INPUT RECORDS START
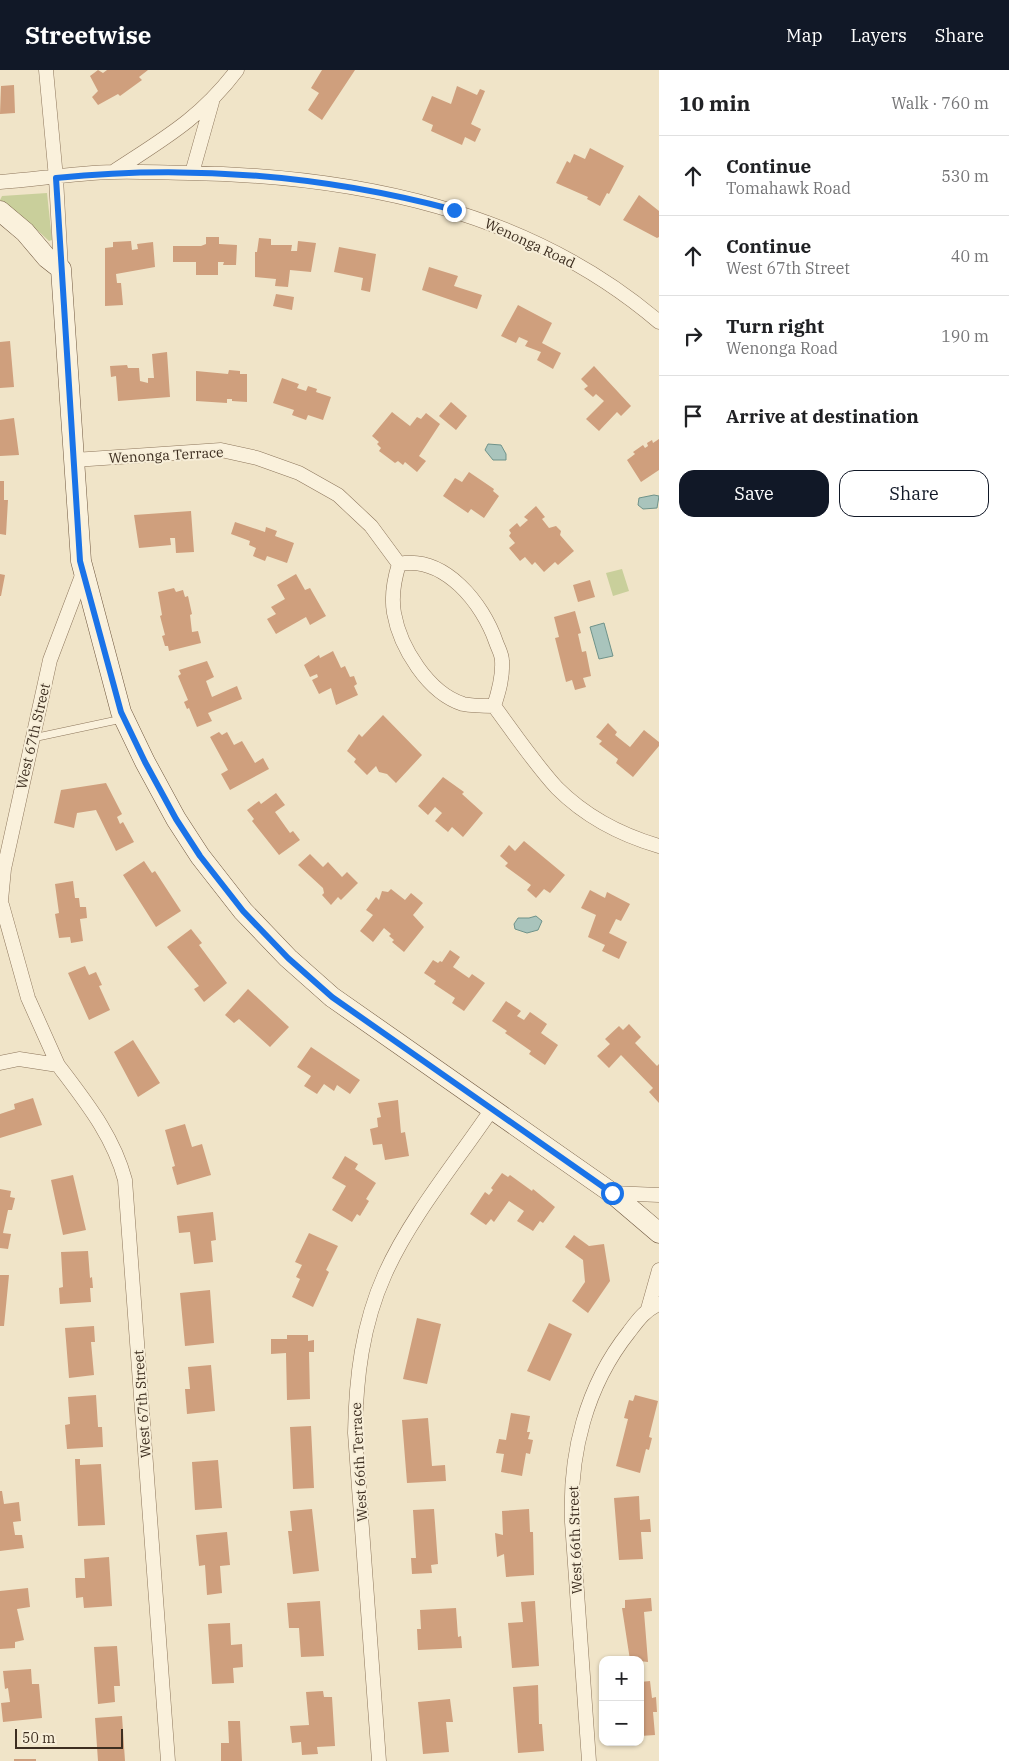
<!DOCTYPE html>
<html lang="en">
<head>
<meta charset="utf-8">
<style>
  :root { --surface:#fff; --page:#f2f2f2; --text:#202124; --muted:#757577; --line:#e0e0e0; --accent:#111827 }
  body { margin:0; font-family:"IBM Plex Serif",serif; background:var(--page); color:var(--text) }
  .controls { position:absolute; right:15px; bottom:15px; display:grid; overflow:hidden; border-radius:10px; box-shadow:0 1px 4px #0004 }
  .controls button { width:45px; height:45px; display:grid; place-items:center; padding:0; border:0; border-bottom:1px solid var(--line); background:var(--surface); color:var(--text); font:25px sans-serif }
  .scale { position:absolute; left:15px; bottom:12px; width:108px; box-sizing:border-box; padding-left:5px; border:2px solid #3d2e20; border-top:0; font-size:14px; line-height:18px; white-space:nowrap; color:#3d2e20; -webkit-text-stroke:4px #f7eed8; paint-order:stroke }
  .stop { position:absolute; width:15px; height:15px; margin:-11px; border:4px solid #1a73e8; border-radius:50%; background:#fff }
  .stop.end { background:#1a73e8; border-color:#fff; box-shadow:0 1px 5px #0008 }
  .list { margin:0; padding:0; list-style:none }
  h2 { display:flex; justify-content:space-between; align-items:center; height:65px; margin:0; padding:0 20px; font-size:21px }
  h2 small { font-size:16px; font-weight:400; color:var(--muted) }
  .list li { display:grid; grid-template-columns:32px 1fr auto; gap:15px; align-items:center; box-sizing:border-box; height:80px; padding:0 20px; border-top:1px solid var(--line) }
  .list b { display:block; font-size:19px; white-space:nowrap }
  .list p { margin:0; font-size:16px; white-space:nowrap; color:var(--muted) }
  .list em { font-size:16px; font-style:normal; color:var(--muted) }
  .actions { display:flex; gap:10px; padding:15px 20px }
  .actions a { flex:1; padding:11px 0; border:1px solid var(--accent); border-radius:15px; text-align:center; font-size:18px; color:var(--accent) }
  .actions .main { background:var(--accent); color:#fff }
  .icon { flex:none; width:28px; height:28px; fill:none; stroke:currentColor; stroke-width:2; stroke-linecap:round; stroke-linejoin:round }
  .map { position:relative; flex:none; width:659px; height:1691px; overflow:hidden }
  header { display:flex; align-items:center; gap:30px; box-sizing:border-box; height:70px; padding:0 25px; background:var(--accent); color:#fff }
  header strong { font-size:24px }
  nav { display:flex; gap:28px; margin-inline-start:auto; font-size:18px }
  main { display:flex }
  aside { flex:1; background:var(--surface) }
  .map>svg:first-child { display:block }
</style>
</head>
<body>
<header>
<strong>Streetwise</strong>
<nav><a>Map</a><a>Layers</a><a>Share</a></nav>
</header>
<main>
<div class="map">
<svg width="659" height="1691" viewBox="0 0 659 1691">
  <rect width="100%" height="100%" fill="#f0e4c8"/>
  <!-- green -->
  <path fill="#c9cf9b" d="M47,123L52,170L49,171L22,146L0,130L2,126Z
    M622,499L629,521L613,526L606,503Z"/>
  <!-- water -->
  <path fill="#a9c4bc" stroke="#6f938a" d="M488,374L501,375L506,384V390H493L485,380Z
    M654,425L659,426L657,438L643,439L638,435L639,428Z
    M604,553L613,586L599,589L590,557Z
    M536,846L542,851L538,860L527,863L515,859L514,854L518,848H529Z"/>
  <!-- building -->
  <path fill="#cf9f7d" d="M98,0L103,3L107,0H148L139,7L142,10L120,26L118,24L98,35L92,27L98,21L90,6Z
    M322,0H355L322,50L308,40L319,23L311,18Z
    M14,15L15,43L0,44L1,16Z
    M457,16L477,25L480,19L485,21L471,54L481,59L475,72L465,67L462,75L431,61L433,55L422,50L432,26L451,34Z
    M590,78L624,96L609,124L607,123L600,136L587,129L588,127L556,113L567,91L570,93L574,84L585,89Z
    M639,125L659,141V167L657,168L623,150Z
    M206,167H219V174L237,175L236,195H223L224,192H218V205H196V192H173V176H201L206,174Z
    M259,168L271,169V175H292L291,181H297L298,171L316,173L311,202L290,200L288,217L275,216L276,209L255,207V182H257Z
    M131,171L132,180L138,179L137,174L153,172L155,197L116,204L117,213H121L123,235L105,236V178L113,177V172Z
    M339,177L376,184L370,222L361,220L363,208L334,202Z
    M429,197L458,206L454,216L482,225L477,239L422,220Z
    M276,224L294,227L292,240L273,236Z
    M518,235L552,253L542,273L561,283L553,299L537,290L541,282L525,276L528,271L519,267L516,273L501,266Z
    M10,271L14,317L0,318V272Z
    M167,282L170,327L118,331L116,306L111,307L110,296L127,295L128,298H139L140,311L148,313V308H154L152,284Z
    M594,296L631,336L621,346L617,342L599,361L586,349L604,331L596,324L593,327L584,319L588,316L581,309Z
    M229,300L240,301V304H247V332L232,331V329H227V333L196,331V301L228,304Z
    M282,308L299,314L297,318L306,321L308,316L317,319L316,322L331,327L323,350L308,345L306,350L292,345L294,340L273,333Z
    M451,332L467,346L456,360L439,346Z
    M392,342L410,356L417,347L421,349L426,343L440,354L419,386L426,391L417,402L405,392L403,395L398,391L395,393L379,381L381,378L377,374L379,372L372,366Z
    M14,348L19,385L0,386V350Z
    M659,369V400L641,412L627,390L635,384L633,382L643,375L645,378L648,376L647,373L652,370L653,373Z
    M469,402L494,419L493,421L499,426L484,448L471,439L468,443L443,426L455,408L462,412Z
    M0,411H4V430H8L6,465L0,464Z
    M536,436L545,447L542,449L549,458L556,456L561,461L560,465L574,481L558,495L555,492L544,502L535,492L532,495L525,487L520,491L509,478L515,473L509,466L511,463L509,460L517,453L520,457L528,450L524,447Z
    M191,441L194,482L176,483L175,468H170L171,475L139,478L134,445Z
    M235,452L265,462L266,457L277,461L275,466L294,473L287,493L267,486L265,491L253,486L256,478L249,475L250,471L231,464Z
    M0,504L5,505L1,526H0Z
    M296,504L305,520L310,518L326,546L310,555L306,547L276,564L267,549L276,544L271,537L285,529L277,515Z
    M590,510L595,527L578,532L573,515Z
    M174,518L176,522L183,520L185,527L188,526L192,544L190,545L192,562L198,561L201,573L169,581L168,576H165L162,566L165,565L160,546L162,545L158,522Z
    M575,541L581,563L578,564L582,582L586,581L591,606L583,608L586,617L575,620L572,610L566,612L555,568L559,567L554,547Z
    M333,581L341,598L345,596L350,607L354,606L357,614L354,616L358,625L336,635L331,618L319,624L312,610L318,607L317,604L310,607L304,595L319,585L320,588Z
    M207,591L214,607L206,611L212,627L237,616L242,629L208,643L212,651L197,657L189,638L187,639L184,632L188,630L178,606L181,604L179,600Z
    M383,645L422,685L396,713L387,704L379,702L376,696L367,705L354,692L356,689L347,681L359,664L362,667Z
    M608,653L617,662L615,665L630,677L644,660L659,672V676L633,707L616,693L618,689L599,674L602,671L596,667Z
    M219,662L222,665L227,662L234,675L242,671L255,693L263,688L269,699L230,720L221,704L228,700L210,667Z
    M443,707L464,722L462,724L483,743L463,767L452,757L448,762L435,751L442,743L435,737L428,745L418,736Z
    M106,713L122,744L117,747L120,754L123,752L134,772L116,781L96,740L77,743L74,758L54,753L61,720Z
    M276,723L285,735L275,742L290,763L293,761L300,770L279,785L252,751L254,749L247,740L259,731L261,734Z
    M524,771L565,805L550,823L544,819L536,828L527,820L531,815L505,796L508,793L500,786L509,775L515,781Z
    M310,784L323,797L328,792L342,807L347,802L358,813L341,830L338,827L331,835L322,825L324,823L323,818L298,795Z
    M144,791L152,803L155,801L181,841L156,857L123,805Z
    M73,811L75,828H79L80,837H86L87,848L80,849L83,871L71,873L70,867L59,868L55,844L59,843L55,814Z
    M391,819L405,830L411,823L423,833L413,845L424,857L404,882L392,872L394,870L389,866L391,864L384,858L373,872L360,861L373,845L366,840L376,827L379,830L382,821L388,822Z
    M590,820L605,828L607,822L630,834L621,851L616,849L609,863L627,872L619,889L602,881L605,875L588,867L596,845L581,838Z
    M191,859L202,873L199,875L227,913L204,932L194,919L199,916L167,877Z
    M450,880L460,887L453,897L469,908L472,904L485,913L464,941L452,933L455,928L434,914L436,911L424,903L433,890L438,893L440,891L442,892Z
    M85,896L89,905L96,902L102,915L99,916L110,940L89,950L68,903Z
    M248,919L289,957L270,977L239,949L234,953L225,945Z
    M506,931L521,941L517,946L524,950L530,942L547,954L541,963L558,975L545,995L529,984L531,981L505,963L507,961L492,951Z
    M629,954L641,967L635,973L657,996L659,994V1033L649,1022L653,1018L621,985L609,998L597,986L610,974L605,969L619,956L623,960Z
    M133,970L160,1013L138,1027L114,982Z
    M311,977L360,1010L350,1024L337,1015L334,1021L324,1014L317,1024L304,1016L311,1006L297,997Z
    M33,1028L42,1055L0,1068V1044L15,1039L14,1034Z
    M398,1030L401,1063L405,1062L409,1086L385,1090L382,1074L373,1075L370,1059L378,1057L377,1048L381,1047L378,1033Z
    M185,1054L192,1077L202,1074L211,1105L177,1115L172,1097L175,1096L165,1060Z
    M345,1086L358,1094L355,1099L376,1113L366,1129L369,1131L360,1146L357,1144L352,1152L332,1140L346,1116L332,1108Z
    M502,1103L508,1107L510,1105L532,1121L533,1119L555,1137L543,1153L540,1151L533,1161L517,1151L524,1141L509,1131L494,1152L491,1149L486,1155L470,1144L485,1122L489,1125L493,1120L491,1118Z
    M73,1105L86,1160L63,1165L51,1110Z
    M0,1119L11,1121L10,1127L15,1128L12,1140H8L3,1163L11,1164L8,1179L0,1178Z
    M213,1142L216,1170L211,1171L213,1192L194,1194L190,1162L179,1163L177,1146Z
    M309,1163L338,1176L326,1200L329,1202L313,1237L292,1227L300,1209L296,1207L302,1195L295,1192Z
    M574,1165L589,1176L604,1174L610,1211L588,1243L572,1231L585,1212L583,1190L565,1177Z
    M88,1181L90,1208L92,1207L93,1218H90L91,1232L60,1234L59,1218L63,1217L61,1182Z
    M0,1205H9L4,1256H0Z
    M210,1220L214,1273L185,1276L180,1223Z
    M417,1248L441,1254L427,1314L403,1309Z
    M549,1253L572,1264L550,1311L527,1301Z
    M94,1256L95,1272H91L94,1305L69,1308L65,1258Z
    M287,1265H308V1271L314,1270V1282H309L310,1329L287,1330L286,1283L271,1284V1269H287Z
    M211,1295L215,1341L187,1344L185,1319H190L188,1297Z
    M96,1325L98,1357H102L103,1377L67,1379L65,1355L70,1354L68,1327Z
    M635,1325L658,1331L649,1367L652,1368L649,1380L646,1379L640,1403L616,1396L628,1349L624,1348L629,1330L633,1331Z
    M511,1343L530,1346L527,1362H530L528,1369L533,1370L530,1384L526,1383L522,1406L501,1402L504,1384L496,1383L499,1369L506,1370Z
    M428,1348L432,1396L445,1395L446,1411L407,1413L402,1350Z
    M311,1356L314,1418L293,1419L290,1357Z
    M75,1389H80V1395L101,1394L105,1455L78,1456Z
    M218,1390L222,1438L195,1440L192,1392Z
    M0,1421H2L4,1434L19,1432L21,1451L13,1452L15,1465H22L24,1478L0,1481Z
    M639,1426L640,1450L650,1449L651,1462H641L643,1489L619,1490L614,1428Z
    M312,1439L319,1501L293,1504L288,1461H292L290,1441Z
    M434,1439L438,1494L431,1495L432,1503L412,1504L411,1488H416L413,1440Z
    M529,1439L530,1462H533L534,1505L506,1507L504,1484L497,1487L495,1463L503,1465L502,1441Z
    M227,1462L230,1495L220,1496L222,1523L207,1525L205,1495L199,1496L196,1465Z
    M109,1487L112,1536L84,1538L83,1527L76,1528L75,1508H85L84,1489Z
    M28,1518L30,1537L17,1539L24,1570L15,1572V1578L0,1579V1521Z
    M651,1528L652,1541L644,1542L648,1592L630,1590L622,1538H625V1530Z
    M320,1531L324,1586L301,1587L299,1558H289L287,1533Z
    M535,1531L539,1596L512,1598L508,1553L523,1552L521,1532Z
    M456,1538L458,1567L461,1566L462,1578L418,1580L417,1559H421L420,1540Z
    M230,1553L231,1575L242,1574L243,1597L233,1598L234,1613L212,1614L208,1554Z
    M117,1576L120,1616H114L115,1632L98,1634L94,1577Z
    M31,1599L32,1614H39L42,1648L3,1652L1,1633L10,1632L8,1618L5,1619L3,1601Z
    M650,1611L652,1628L656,1627L657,1642H653L655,1665L640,1666V1612Z
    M538,1615L539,1654H542L544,1681L518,1683L513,1617Z
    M323,1621L324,1627H332L335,1676L317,1677L318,1684L302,1685L301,1672L292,1673L290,1656L309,1655L306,1622Z
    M450,1629L453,1652H446L449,1682L423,1684L418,1632Z
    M122,1646L125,1691H98L95,1648Z
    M228,1651H240L242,1691H221V1673H229Z
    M14,1689H36V1691H14Z"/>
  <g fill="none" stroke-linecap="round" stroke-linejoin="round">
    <defs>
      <path id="lane" d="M33,668L122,649"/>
      <path id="street" d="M46,0L56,108L61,199
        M113,102C163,69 200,49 237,0
        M192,103L212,32
        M0,112C38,109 76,103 113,102C138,101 164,103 189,103C357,106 528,140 659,252
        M74,390L221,380L257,388L299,403L338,425L371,456L399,494
        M399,494C445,485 483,534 496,572C498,578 502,584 502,591C503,607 499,621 494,636
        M399,494C394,510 391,526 394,543C400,577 428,623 463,634C473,636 484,636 494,636
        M494,636C514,663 534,693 557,718C585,746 621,765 659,776
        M2,835L28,928L58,995
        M0,841L4,799L50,590L83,503
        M0,993L19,989L58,995C85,1031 113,1065 125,1110L168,1691
        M612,1123L659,1125
        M648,1239L659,1200
        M379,1691L355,1363C356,1308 362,1255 385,1204C411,1146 457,1091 492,1039
        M589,1691L572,1452C569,1384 586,1316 629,1262C638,1250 645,1240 659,1234"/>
      <path id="secondary" d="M0,141L25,162L47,188L61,199L81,491L121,642L145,692L176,749L200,786L243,841L288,888L332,927L612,1123L659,1163"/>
    </defs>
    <!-- lane casing -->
    <use href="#lane" stroke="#8d765c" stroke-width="8"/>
    <!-- street casing -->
    <use href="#street" stroke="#8d765c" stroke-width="15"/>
    <!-- secondary casing -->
    <use href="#secondary" stroke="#6f573f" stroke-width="21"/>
    <!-- lane -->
    <use href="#lane" stroke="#faf1dc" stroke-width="7"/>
    <!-- street -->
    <use href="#street" stroke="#faf1dc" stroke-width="14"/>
    <!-- secondary -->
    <use href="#secondary" stroke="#faf1dc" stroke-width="20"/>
  </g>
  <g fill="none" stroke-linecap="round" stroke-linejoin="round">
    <!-- route -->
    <path stroke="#1a73e8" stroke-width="6" d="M454,140C322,105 192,94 56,108L80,491L121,642L145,692L176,749L200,786L243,841L288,888L332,927L612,1123"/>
  </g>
  <g text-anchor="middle" stroke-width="4" stroke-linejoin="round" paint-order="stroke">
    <!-- street labels -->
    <g font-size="14" fill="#3d2e20" stroke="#f7eed8">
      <text transform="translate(530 173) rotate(25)" y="5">Wenonga Road</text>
      <text transform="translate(166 385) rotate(-3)" y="5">Wenonga Terrace</text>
      <text transform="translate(33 666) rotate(-77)" y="5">West 67th Street</text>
      <text transform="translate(142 1334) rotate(-94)" y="5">West 67th Street</text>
      <text transform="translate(359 1392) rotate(-93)" y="5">West 66th Terrace</text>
      <text transform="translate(575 1470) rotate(-92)" y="5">West 66th Street</text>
    </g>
  </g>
</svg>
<div class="controls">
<button>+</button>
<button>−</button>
</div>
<div class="scale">50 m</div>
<div class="stop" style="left:612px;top:1123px"></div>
<div class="stop end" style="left:454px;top:140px"></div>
</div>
<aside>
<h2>10 min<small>Walk · 760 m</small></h2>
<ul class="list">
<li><svg class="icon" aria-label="ahead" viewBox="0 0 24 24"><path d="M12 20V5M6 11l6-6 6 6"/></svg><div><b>Continue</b><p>Tomahawk Road</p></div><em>530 m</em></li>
<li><svg class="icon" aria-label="ahead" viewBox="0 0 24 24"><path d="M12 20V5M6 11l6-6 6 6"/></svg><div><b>Continue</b><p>West 67th Street</p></div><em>40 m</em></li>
<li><svg class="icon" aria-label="right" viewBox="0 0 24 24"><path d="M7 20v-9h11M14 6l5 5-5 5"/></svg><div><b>Turn right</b><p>Wenonga Road</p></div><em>190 m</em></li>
<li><svg class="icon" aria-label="arrive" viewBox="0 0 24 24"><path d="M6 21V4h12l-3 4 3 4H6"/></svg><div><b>Arrive at destination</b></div></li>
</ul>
<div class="actions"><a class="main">Save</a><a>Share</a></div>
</aside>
</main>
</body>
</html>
INPUT RECORDS END
WORK ORDER:
Once you have checked each line above for the string "serif", state how many lines contain it and add nothing more.

OUTPUT BELOW:
2